Relating Gamma and factorial function for non-integer values.

Question

We have

$$\Gamma(n+1)=n!,\ \ \ \ \ \Gamma(n+2)=(n+1)!$$

for integers, so if $\Delta$ is some real value with

$$0<\Delta<1,$$

then

$$n!\ <\ \Gamma(n+1+\Delta)\ <\ (n+1)!,$$

because $\Gamma$ is monotone there and so there is another number $f$ with

$$0<f<1,$$

such that

$$\Gamma(n+1+\Delta)=(1-f)\times n!+f\times(n+1)!.$$

How can we make this more precise? Can we find $f(\Delta)$?
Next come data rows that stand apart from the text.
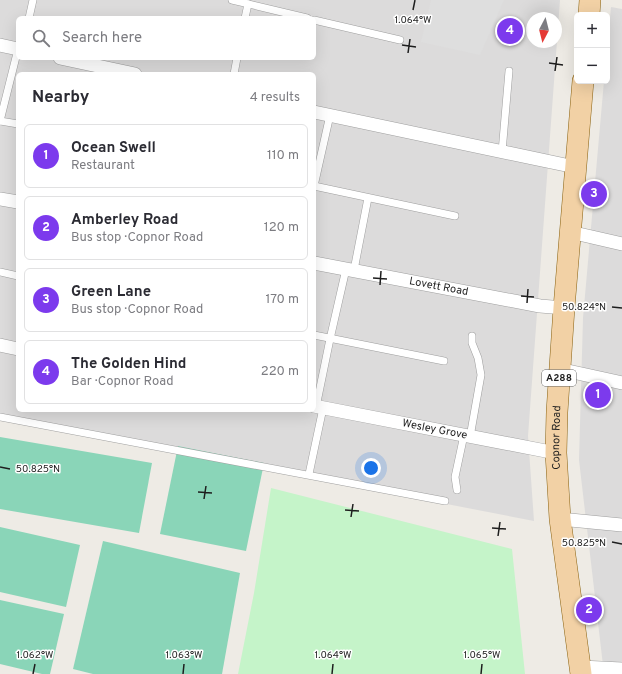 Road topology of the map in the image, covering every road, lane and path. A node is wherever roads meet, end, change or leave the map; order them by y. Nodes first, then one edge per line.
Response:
1 (33, 0) edge
2 (232, 0) edge
3 (590, 0) edge
4 (248, 4) junction
5 (589, 12) edge
6 (29, 16) edge
7 (245, 16) edge
8 (299, 16) edge
9 (316, 20) edge
10 (400, 40) dead end
11 (0, 45) edge
12 (16, 49) edge
13 (16, 57) edge
14 (69, 60) edge
15 (237, 60) edge
16 (509, 71) dead end
17 (126, 72) edge
18 (234, 72) edge
19 (583, 84) edge
20 (316, 112) edge
21 (330, 115) junction
22 (0, 121) edge
23 (16, 124) edge
24 (502, 152) junction
25 (575, 167) junction
26 (316, 177) edge
27 (316, 186) edge
28 (368, 198) junction
29 (0, 199) edge
30 (16, 202) edge
31 (455, 216) dead end
32 (570, 232) junction
33 (622, 244) edge
34 (316, 263) edge
35 (350, 270) junction
36 (0, 272) edge
37 (16, 276) edge
38 (564, 308) junction
39 (316, 336) edge
40 (472, 336) dead end
41 (330, 339) junction
42 (0, 345) edge
43 (16, 349) edge
44 (444, 361) dead end
45 (560, 369) junction
46 (622, 383) edge
47 (318, 407) edge
48 (0, 417) edge
49 (467, 436) junction
50 (556, 453) junction
51 (309, 474) junction
52 (457, 490) dead end
53 (445, 501) dead end
54 (560, 519) junction
55 (622, 525) edge
56 (622, 669) edge
57 (581, 670) edge

1 - 6 lane
2 - 4 lane
3 - 5 main road
4 - 7 lane
4 - 8 lane
9 - 10 lane
11 - 12 street
13 - 22 lane
14 - 17 street
15 - 18 lane
16 - 24 lane
19 - 25 main road, Copnor Road / A288
20 - 21 street
21 - 24 street
21 - 26 lane
22 - 23 lane
24 - 25 street
25 - 32 main road, Copnor Road / A288
27 - 28 lane
28 - 31 lane
28 - 35 lane
29 - 30 street
32 - 33 street
32 - 38 main road, Copnor Road / A288
34 - 35 street, Lovett Road
35 - 38 street, Lovett Road
35 - 41 lane
36 - 37 lane
38 - 45 main road, Copnor Road / A288
39 - 41 lane
40 - 49 lane
41 - 44 lane
41 - 47 lane
42 - 43 street
45 - 46 street
45 - 50 main road, Copnor Road / A288
47 - 49 street, Wesley Grove
47 - 51 lane
48 - 51 lane
49 - 50 street, Wesley Grove
49 - 52 lane
50 - 54 main road, Copnor Road / A288
51 - 53 lane
54 - 55 street
54 - 57 main road, Copnor Road / A288
56 - 57 street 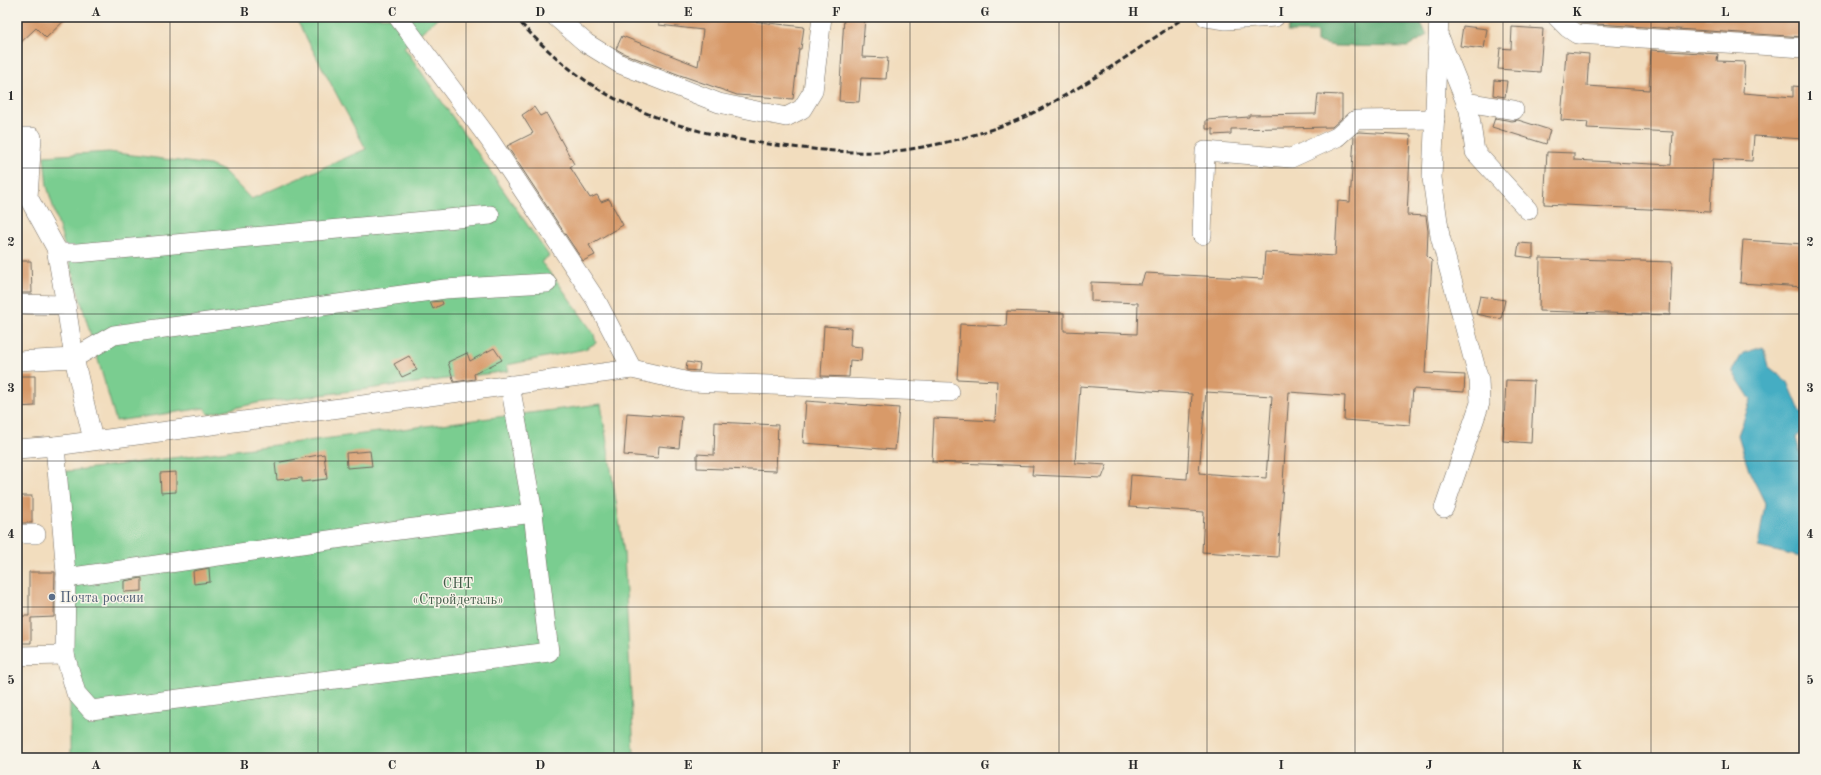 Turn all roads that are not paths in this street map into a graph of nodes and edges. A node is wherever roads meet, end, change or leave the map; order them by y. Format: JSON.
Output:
{"nodes":[{"id":1,"x":398,"y":17,"type":"edge"},
{"id":2,"x":556,"y":17,"type":"edge"},
{"id":3,"x":822,"y":17,"type":"edge"},
{"id":4,"x":1206,"y":17,"type":"edge"},
{"id":5,"x":1274,"y":17,"type":"edge"},
{"id":6,"x":1557,"y":17,"type":"edge"},
{"id":7,"x":1438,"y":25,"type":"edge"},
{"id":8,"x":1804,"y":48,"type":"edge"},
{"id":9,"x":1466,"y":102,"type":"junction"},
{"id":10,"x":1514,"y":110,"type":"dead end"},
{"id":11,"x":1434,"y":119,"type":"junction"},
{"id":12,"x":17,"y":137,"type":"edge"},
{"id":13,"x":22,"y":197,"type":"edge"},
{"id":14,"x":1528,"y":210,"type":"dead end"},
{"id":15,"x":490,"y":215,"type":"dead end"},
{"id":16,"x":1202,"y":235,"type":"dead end"},
{"id":17,"x":57,"y":253,"type":"junction"},
{"id":18,"x":547,"y":283,"type":"dead end"},
{"id":19,"x":17,"y":304,"type":"edge"},
{"id":20,"x":66,"y":305,"type":"junction"},
{"id":21,"x":74,"y":358,"type":"junction"},
{"id":22,"x":17,"y":361,"type":"edge"},
{"id":23,"x":632,"y":369,"type":"junction"},
{"id":24,"x":510,"y":385,"type":"junction"},
{"id":25,"x":950,"y":392,"type":"dead end"},
{"id":26,"x":93,"y":440,"type":"junction"},
{"id":27,"x":55,"y":446,"type":"junction"},
{"id":28,"x":17,"y":448,"type":"edge"},
{"id":29,"x":1444,"y":508,"type":"dead end"},
{"id":30,"x":533,"y":513,"type":"junction"},
{"id":31,"x":66,"y":578,"type":"junction"},
{"id":32,"x":64,"y":655,"type":"junction"},
{"id":33,"x":17,"y":656,"type":"edge"}],
"edges":[{"from":1,"to":23,"type":"street"},
{"from":2,"to":3,"type":"street"},
{"from":4,"to":5,"type":"street"},
{"from":6,"to":8,"type":"street"},
{"from":7,"to":9,"type":"street"},
{"from":7,"to":11,"type":"street"},
{"from":9,"to":10,"type":"street"},
{"from":9,"to":14,"type":"street"},
{"from":11,"to":16,"type":"street"},
{"from":11,"to":29,"type":"street"},
{"from":12,"to":13,"type":"street"},
{"from":13,"to":17,"type":"street"},
{"from":15,"to":17,"type":"street"},
{"from":17,"to":20,"type":"street"},
{"from":18,"to":21,"type":"street"},
{"from":19,"to":20,"type":"street"},
{"from":20,"to":21,"type":"street"},
{"from":21,"to":22,"type":"street"},
{"from":21,"to":26,"type":"street"},
{"from":23,"to":24,"type":"street"},
{"from":23,"to":25,"type":"street"},
{"from":24,"to":26,"type":"street"},
{"from":24,"to":30,"type":"street"},
{"from":26,"to":27,"type":"street"},
{"from":27,"to":28,"type":"street"},
{"from":27,"to":31,"type":"street"},
{"from":30,"to":31,"type":"street"},
{"from":30,"to":32,"type":"street"},
{"from":31,"to":32,"type":"street"},
{"from":32,"to":33,"type":"street"}]}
Or if we know the value $\Delta$, which will usually be the case, what $f$ will be a good approximation?

Answer 1

Asymptotically, as $n \to \infty$ with fixed $\Delta$, $$ f(n,\Delta) = \dfrac{\Gamma(n+1+\Delta)-\Gamma(n+1)}{\Gamma(n+2)-\Gamma(n+1)} = n^\Delta \left( \dfrac{1}{n} + \dfrac{\Delta(1+\Delta)}{2n^2} + \dfrac{\Delta(-1+\Delta)(3\Delta+2)(1+\Delta)}{24n^3} + \ldots \right) $$

Answer 2

Well, $\Gamma(1) = \Gamma(2) = 1$, but $\Gamma(\frac{3}{2}) = \frac{\sqrt{\pi}}{2} <1$, so presumably you need $n>1$.

And $f(n, \Delta) = \frac{\Gamma(n+1+\Delta)-\Gamma(n+1)}{\Gamma(n+2)-\Gamma(n+1)}$.